» **Exercise**: A single figure is the whole answer: the number of lines in the records that contain "main".

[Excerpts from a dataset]
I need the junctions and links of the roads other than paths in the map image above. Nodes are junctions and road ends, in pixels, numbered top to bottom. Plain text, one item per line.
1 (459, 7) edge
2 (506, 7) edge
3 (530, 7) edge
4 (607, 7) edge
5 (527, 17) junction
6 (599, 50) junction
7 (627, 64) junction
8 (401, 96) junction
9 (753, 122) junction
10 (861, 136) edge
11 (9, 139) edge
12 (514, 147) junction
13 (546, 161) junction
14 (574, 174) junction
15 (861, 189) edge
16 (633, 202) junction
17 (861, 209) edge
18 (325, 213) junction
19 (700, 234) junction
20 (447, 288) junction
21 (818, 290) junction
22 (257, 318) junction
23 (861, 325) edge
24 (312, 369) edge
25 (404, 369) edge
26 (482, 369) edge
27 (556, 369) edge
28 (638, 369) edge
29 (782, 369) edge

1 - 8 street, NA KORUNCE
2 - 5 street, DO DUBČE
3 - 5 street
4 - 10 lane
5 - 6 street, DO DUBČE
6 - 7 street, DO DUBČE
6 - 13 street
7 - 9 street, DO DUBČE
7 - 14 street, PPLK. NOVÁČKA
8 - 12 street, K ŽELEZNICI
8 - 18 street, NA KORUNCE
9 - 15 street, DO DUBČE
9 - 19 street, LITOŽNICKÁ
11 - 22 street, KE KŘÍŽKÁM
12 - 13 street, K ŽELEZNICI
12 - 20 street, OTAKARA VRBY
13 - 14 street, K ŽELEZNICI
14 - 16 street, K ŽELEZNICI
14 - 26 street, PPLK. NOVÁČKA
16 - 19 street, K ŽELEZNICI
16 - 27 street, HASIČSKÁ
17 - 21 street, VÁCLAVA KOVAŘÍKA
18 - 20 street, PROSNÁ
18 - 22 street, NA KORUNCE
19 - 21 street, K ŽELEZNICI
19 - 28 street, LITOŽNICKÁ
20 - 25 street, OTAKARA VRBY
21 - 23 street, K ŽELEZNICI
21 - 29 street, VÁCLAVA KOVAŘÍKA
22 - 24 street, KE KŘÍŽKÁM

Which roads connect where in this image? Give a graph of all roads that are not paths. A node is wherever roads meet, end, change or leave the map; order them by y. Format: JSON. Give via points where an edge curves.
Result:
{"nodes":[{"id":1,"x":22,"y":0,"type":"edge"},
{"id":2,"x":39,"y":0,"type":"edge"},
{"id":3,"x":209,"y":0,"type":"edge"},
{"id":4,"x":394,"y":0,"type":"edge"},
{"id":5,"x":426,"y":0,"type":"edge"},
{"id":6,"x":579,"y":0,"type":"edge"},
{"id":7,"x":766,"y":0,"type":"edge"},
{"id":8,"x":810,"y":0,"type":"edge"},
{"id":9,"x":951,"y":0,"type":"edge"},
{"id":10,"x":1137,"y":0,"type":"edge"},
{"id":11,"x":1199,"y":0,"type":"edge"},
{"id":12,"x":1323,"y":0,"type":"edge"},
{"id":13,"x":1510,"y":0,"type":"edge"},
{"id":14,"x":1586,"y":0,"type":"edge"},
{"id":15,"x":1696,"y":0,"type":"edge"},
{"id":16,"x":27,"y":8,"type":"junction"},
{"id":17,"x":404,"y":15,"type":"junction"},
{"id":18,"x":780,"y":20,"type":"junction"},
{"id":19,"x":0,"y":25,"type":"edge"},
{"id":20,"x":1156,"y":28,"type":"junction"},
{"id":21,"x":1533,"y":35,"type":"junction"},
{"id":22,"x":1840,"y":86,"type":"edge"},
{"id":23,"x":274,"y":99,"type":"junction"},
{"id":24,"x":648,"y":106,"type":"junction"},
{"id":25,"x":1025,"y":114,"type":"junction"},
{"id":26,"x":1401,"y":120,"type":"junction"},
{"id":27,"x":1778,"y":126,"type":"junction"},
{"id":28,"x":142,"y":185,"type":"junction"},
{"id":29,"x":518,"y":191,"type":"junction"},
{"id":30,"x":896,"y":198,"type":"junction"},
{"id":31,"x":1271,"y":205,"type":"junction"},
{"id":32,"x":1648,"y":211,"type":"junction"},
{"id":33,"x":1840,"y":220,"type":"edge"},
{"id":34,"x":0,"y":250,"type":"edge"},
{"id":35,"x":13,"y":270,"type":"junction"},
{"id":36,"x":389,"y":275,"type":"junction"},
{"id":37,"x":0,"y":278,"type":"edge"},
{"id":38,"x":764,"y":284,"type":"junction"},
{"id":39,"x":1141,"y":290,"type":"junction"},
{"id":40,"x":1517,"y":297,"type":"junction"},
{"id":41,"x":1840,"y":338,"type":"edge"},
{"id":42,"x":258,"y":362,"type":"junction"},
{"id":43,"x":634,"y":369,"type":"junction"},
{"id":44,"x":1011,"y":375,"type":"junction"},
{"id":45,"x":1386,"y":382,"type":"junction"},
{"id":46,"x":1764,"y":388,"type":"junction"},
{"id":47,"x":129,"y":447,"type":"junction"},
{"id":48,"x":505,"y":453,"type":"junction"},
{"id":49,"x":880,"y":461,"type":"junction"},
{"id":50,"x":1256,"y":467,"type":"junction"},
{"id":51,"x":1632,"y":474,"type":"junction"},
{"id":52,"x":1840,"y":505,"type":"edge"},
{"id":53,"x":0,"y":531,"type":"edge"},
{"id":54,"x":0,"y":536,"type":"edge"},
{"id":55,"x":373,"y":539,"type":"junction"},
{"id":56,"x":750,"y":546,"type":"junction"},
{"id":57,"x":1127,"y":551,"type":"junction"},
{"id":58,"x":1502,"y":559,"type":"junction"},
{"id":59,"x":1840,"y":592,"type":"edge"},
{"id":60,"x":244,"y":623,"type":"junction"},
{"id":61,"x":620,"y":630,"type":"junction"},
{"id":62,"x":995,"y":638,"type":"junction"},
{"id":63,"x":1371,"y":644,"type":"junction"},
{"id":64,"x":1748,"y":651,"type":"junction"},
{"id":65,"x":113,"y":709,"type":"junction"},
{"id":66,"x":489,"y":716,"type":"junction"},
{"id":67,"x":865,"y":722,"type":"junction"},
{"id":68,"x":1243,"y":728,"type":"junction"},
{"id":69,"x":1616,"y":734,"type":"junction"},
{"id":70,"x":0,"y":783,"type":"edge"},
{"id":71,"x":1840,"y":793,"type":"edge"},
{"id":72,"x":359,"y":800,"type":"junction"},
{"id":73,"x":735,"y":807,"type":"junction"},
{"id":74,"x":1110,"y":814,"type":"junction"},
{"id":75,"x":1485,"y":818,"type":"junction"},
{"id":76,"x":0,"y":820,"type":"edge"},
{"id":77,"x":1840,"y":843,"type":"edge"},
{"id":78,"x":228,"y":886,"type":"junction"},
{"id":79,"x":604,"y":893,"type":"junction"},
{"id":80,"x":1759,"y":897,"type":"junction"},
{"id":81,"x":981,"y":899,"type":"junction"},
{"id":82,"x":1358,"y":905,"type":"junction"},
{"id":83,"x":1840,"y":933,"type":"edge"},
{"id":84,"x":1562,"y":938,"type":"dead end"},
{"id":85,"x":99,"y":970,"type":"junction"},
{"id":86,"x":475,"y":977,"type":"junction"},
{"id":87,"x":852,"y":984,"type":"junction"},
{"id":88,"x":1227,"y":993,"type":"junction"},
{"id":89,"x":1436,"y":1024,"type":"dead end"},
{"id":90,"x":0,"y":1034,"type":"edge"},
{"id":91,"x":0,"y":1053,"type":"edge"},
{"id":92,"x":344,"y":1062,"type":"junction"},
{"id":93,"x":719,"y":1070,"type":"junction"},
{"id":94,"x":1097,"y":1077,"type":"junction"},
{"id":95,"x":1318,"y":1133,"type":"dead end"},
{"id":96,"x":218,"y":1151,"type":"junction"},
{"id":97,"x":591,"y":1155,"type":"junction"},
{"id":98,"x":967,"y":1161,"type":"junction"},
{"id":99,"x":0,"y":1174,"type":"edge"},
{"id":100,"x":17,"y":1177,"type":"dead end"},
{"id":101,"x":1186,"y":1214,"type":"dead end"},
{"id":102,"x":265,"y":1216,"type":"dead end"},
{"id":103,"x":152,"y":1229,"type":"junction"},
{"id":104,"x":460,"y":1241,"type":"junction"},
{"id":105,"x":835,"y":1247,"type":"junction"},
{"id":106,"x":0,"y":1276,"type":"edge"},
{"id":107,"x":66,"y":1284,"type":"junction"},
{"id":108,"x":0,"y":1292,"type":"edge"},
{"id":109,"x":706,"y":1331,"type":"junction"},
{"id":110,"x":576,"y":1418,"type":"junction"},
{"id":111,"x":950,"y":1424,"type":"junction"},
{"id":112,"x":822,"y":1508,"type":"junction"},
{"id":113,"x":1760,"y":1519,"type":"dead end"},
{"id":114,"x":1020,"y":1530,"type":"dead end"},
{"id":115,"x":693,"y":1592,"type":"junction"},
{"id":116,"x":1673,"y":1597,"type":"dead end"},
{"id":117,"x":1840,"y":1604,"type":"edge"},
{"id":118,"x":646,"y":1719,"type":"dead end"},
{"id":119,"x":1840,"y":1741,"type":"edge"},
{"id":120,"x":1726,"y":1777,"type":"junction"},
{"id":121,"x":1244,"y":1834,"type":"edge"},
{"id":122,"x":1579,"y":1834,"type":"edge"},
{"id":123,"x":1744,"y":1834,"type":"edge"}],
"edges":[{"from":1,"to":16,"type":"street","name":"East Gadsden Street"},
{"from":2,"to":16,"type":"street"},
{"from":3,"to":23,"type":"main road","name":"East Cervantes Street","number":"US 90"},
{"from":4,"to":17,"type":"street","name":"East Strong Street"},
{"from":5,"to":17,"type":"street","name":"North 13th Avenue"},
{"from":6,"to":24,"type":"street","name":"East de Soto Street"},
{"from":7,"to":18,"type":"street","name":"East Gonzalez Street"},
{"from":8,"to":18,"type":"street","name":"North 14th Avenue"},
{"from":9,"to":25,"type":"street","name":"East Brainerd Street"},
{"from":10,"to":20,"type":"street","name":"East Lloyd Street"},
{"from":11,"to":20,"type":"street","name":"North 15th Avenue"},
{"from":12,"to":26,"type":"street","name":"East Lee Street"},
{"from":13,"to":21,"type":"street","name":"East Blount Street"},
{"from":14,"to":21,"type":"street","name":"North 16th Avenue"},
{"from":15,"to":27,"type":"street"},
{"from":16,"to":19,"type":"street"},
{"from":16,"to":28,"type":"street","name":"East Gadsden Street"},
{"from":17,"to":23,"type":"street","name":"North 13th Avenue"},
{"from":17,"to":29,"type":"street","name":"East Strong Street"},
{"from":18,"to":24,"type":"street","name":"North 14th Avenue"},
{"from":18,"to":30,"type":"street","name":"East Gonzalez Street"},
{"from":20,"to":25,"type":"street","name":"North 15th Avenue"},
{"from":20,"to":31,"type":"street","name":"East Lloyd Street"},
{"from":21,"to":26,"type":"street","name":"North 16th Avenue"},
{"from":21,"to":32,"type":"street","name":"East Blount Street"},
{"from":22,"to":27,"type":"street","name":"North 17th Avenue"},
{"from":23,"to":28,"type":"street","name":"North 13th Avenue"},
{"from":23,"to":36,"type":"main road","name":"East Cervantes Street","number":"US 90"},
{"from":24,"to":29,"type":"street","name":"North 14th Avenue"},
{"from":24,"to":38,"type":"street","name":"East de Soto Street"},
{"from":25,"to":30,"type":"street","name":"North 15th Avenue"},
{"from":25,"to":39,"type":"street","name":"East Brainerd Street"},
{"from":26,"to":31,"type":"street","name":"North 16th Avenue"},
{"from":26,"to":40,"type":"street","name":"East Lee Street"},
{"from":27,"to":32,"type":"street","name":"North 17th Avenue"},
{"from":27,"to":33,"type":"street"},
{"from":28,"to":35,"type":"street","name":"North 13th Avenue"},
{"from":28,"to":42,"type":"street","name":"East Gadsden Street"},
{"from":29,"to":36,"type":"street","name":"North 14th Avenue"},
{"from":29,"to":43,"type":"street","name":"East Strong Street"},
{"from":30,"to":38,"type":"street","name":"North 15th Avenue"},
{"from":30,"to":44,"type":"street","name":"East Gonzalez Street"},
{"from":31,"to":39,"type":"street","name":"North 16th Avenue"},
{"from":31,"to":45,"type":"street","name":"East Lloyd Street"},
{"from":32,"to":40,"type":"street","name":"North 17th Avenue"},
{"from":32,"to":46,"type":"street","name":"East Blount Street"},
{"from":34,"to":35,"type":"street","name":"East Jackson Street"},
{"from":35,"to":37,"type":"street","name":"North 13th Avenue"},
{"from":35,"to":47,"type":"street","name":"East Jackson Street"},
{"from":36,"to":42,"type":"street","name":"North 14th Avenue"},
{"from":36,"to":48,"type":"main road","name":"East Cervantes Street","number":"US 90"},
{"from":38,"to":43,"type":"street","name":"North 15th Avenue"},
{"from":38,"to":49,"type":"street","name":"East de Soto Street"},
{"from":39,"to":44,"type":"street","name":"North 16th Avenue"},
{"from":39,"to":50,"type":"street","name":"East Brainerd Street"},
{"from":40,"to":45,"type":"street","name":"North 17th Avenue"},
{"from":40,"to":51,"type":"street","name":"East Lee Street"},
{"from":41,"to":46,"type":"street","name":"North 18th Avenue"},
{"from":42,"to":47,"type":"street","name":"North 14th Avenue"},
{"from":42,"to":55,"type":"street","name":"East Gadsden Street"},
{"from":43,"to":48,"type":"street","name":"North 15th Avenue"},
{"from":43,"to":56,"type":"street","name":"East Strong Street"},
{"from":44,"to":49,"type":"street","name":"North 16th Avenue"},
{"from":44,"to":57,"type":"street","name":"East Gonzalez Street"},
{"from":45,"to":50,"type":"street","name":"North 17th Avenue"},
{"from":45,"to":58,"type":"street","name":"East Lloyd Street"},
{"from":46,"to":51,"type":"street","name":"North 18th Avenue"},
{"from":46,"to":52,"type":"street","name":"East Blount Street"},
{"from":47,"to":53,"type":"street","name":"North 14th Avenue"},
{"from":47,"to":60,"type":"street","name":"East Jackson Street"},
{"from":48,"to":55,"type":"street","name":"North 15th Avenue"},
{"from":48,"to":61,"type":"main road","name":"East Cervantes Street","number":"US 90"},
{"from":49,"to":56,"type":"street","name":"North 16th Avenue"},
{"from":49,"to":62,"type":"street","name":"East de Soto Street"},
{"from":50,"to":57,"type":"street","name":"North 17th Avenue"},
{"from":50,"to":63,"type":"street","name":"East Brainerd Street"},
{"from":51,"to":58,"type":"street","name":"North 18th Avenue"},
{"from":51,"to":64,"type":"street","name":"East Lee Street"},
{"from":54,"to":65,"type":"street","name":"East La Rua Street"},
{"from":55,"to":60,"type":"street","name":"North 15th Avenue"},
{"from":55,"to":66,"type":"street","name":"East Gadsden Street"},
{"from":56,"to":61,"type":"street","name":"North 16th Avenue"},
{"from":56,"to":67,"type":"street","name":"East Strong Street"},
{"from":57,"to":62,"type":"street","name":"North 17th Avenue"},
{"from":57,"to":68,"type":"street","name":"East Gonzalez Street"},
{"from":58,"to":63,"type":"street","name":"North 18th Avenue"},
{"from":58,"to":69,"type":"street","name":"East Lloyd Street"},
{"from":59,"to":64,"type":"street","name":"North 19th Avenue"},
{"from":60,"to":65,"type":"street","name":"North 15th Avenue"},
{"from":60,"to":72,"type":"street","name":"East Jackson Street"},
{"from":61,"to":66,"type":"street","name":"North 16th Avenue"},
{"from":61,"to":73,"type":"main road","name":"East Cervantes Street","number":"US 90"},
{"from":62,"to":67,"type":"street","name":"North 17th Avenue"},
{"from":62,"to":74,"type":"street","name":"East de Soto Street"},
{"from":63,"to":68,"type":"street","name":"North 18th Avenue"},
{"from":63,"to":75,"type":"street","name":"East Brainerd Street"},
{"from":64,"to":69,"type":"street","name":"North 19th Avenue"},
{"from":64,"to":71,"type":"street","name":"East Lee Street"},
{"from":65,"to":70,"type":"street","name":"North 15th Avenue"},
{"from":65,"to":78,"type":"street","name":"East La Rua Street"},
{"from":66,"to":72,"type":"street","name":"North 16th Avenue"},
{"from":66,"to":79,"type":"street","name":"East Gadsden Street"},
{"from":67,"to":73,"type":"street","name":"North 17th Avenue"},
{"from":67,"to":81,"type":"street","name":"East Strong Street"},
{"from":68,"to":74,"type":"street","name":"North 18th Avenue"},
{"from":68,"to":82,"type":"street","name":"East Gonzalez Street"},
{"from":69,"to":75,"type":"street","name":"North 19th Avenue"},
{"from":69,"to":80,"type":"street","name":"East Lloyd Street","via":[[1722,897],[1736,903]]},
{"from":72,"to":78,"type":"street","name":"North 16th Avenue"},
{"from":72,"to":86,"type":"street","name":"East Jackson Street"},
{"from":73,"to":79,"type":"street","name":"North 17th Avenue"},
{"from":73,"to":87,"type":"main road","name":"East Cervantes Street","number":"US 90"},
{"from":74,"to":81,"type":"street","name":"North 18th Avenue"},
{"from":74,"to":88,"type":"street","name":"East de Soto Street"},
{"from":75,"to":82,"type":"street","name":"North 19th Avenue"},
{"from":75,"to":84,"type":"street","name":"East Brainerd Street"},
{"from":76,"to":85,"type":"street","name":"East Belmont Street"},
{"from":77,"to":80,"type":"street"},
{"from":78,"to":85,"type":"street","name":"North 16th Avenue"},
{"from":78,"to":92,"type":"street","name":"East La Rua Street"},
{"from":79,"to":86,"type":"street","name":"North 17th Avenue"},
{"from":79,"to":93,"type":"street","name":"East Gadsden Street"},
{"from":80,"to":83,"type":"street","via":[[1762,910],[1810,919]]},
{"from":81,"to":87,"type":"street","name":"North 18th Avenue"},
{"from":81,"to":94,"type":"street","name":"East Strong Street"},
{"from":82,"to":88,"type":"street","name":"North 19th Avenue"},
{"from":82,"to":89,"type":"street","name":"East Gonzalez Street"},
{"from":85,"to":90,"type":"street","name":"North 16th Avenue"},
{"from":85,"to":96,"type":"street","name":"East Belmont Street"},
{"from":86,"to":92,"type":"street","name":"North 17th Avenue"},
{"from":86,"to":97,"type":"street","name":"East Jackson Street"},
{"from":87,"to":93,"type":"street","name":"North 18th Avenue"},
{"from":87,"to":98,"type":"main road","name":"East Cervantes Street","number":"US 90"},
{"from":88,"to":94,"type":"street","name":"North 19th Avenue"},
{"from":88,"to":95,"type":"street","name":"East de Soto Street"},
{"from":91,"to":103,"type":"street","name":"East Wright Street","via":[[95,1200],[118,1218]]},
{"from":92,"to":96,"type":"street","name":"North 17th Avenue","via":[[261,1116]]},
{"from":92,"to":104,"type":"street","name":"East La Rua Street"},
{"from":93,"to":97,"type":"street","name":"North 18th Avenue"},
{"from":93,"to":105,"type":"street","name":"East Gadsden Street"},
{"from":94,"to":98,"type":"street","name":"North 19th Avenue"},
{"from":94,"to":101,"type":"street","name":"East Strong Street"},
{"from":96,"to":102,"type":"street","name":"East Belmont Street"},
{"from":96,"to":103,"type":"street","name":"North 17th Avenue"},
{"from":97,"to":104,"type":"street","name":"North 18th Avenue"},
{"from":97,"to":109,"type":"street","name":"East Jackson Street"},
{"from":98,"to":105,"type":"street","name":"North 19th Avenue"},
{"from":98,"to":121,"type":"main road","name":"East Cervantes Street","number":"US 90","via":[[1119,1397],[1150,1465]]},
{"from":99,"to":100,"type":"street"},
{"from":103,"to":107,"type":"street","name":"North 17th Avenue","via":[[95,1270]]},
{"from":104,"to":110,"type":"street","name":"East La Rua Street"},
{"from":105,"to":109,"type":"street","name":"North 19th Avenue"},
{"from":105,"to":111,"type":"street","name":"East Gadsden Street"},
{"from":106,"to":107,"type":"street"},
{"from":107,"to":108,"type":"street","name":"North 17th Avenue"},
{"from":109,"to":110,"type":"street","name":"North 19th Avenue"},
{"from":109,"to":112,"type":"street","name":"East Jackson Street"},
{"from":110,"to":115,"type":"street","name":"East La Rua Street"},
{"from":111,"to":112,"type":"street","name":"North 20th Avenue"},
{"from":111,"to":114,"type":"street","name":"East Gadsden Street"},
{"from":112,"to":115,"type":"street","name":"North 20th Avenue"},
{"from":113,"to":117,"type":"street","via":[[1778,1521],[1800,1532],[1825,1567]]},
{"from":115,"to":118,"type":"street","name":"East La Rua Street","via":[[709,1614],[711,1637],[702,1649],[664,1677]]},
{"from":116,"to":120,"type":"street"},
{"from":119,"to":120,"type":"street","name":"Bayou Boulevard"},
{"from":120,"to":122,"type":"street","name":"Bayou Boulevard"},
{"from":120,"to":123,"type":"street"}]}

» **Written solution**: 8